硝煙の立ち込める泥濘には、数十の敵兵が倒れ伏していた。
対する日本軍の死者は……ゼロである。
「か、勝った……」
「俺たち、かすり傷一つ負わずに、あのイギリス軍の精鋭を……!」
兵士たちの間に、どよめきが広がる。
精神論で突撃し、仲間が次々と死んでいくのが「当たり前」だった彼らにとって、この『完璧な勝利』は、魔法を見せられたかのような衝撃だった。
「閣下……!」
泥だらけの佐藤師団長が、興奮冷めやらぬ顔で坂上の前に進み出た。
その手には、鹵獲したイギリス兵の背嚢から見つけた、見慣れないブリキの平たい缶が握られている。
「敵の将校から、こんなものを鹵獲しました。文字が読めませんが、おそらく煙草かと」
坂上の目の色が変わった。
受け取ったブリキ缶には、水夫の絵と共に『Player's Navy Cut』と印字されている。
大英帝国が支給する、最高級のバージニア葉を使った本物のタバコだ。
坂上は、太い指で缶を開け、一本を抜き取った。
マッチを擦り、火をつける。
深く、深く肺に吸い込み……そして、紫煙をゆっくりと夜空に向かって吐き出した。
「――――あぁ。五臓六腑に染み渡る」
芳醇な煙草の香りが、硝煙の匂いと混ざり合う。
その恍惚とした、しかし底知れぬ凄みを持った横顔は、大日本帝国陸軍の中将というより、完全に『裏社会を牛耳るドン』のそれであった。

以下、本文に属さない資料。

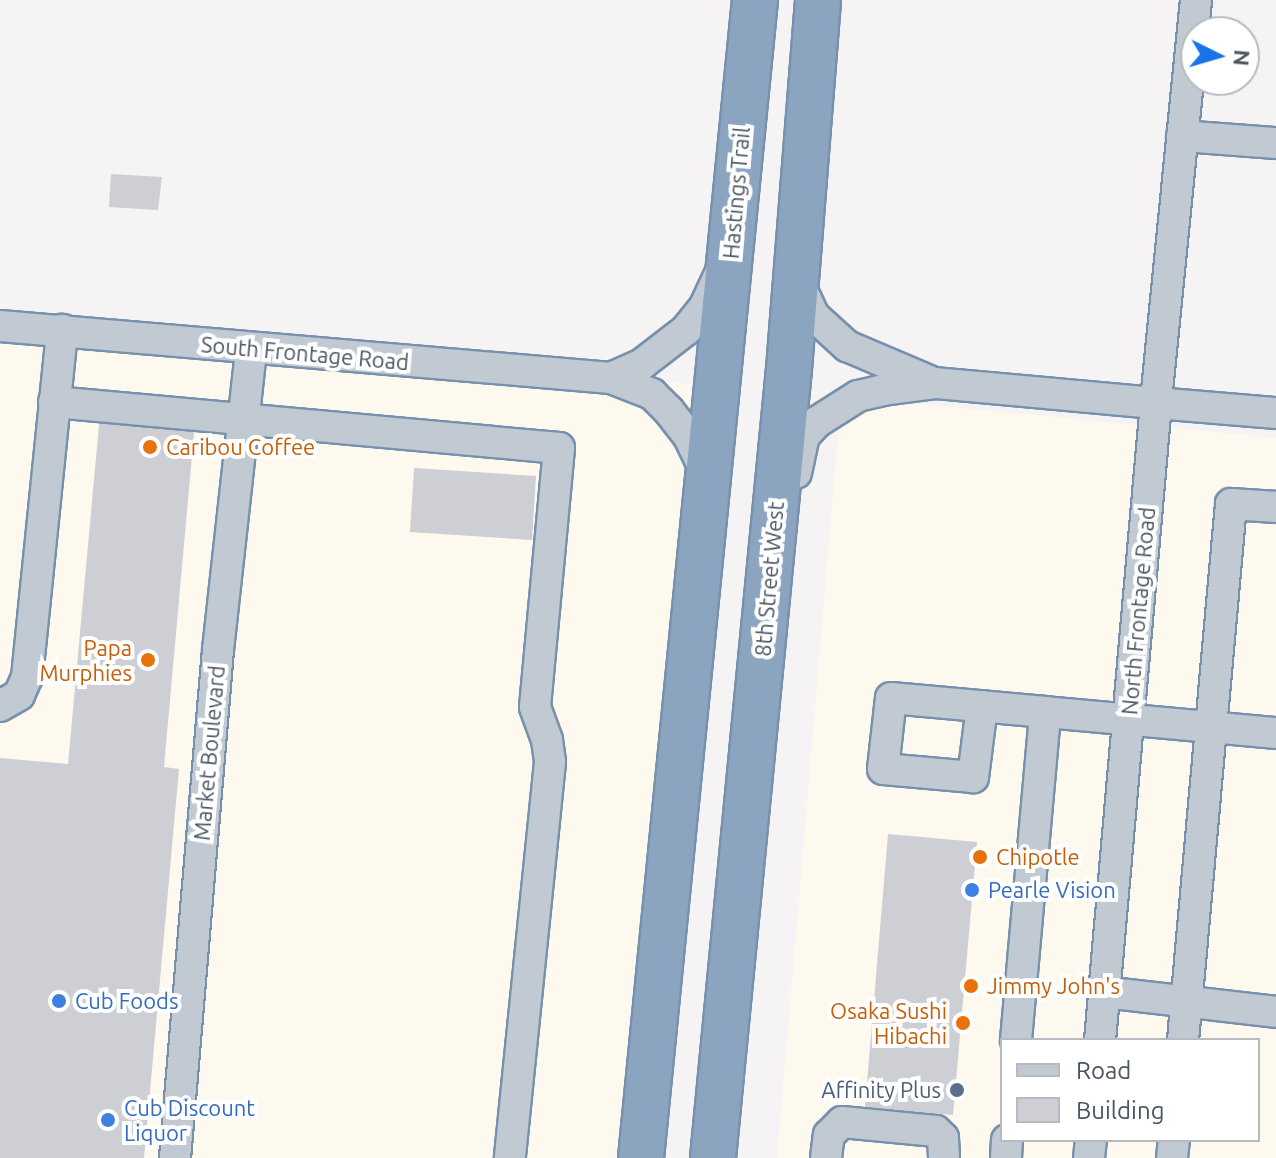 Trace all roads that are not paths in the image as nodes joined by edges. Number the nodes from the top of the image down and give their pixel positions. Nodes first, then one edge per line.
1 (755, 0) edge
2 (818, 0) edge
3 (1196, 0) edge
4 (1182, 136) junction
5 (1276, 143) edge
6 (731, 252) junction
7 (796, 279) junction
8 (0, 326) edge
9 (62, 330) junction
10 (251, 349) junction
11 (611, 378) junction
12 (935, 383) junction
13 (54, 402) junction
14 (1156, 403) junction
15 (1276, 413) edge
16 (243, 419) junction
17 (709, 478) junction
18 (1276, 507) edge
19 (0, 706) edge
20 (982, 706) dead end
21 (1045, 712) junction
22 (1128, 720) junction
23 (1211, 727) junction
24 (1276, 733) edge
25 (1104, 992) junction
26 (1186, 1004) junction
27 (728, 1010) junction
28 (1276, 1012) edge
29 (1016, 1038) edge
30 (1100, 1038) edge
31 (1183, 1038) edge
32 (175, 1158) edge
33 (510, 1158) edge
34 (641, 1158) edge
35 (713, 1158) edge
36 (826, 1158) edge
37 (944, 1158) edge

1 - 6 highway, Hastings Trail
2 - 7 highway, 8th Street West
3 - 4 street, North Frontage Road
4 - 5 street
4 - 14 street, North Frontage Road
6 - 11 street
6 - 17 highway, Hastings Trail
7 - 12 street
7 - 27 highway, 8th Street West
8 - 9 street, South Frontage Road
9 - 10 street, South Frontage Road
9 - 13 street
10 - 11 street, South Frontage Road
10 - 16 street, Market Boulevard
11 - 17 street, South Frontage Road
12 - 14 street
12 - 27 street
13 - 16 street
13 - 19 street
14 - 15 street
14 - 22 street, North Frontage Road
16 - 32 street, Market Boulevard
16 - 33 street
17 - 34 highway
18 - 23 street
20 - 21 street
21 - 22 street
21 - 29 street
22 - 23 street
22 - 25 street, North Frontage Road
23 - 24 street
23 - 26 street
25 - 26 street
25 - 30 street, North Frontage Road
26 - 28 street
26 - 31 street
27 - 35 highway, 8th Street West
36 - 37 street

「……閣下。敵の主力は、この先、間違いなく報復のために全軍を挙げてこの陣地を攻め落としに来るでしょう」
佐藤が、気を引き締めるように尋ねる。
「来させておけ」
坂上は、タバコを指に挟んだまま、不敵に笑った。
その瞳の奥には、呉の暴走族総長の獰猛さと、イージス艦長の冷酷な計算が、完全に融合して輝いていた。
「準備運動にもならん。……イギリス軍に教えてやれ。誰のシマで喧嘩を売っているのかをな」
その、軍人らしからぬドス黒い言葉を聞いた瞬間。
佐藤師団長と久野村参謀長は、背筋を凍らせながらも、この絶対的な「覇王」に一生ついていくことを、魂の底から誓っていた。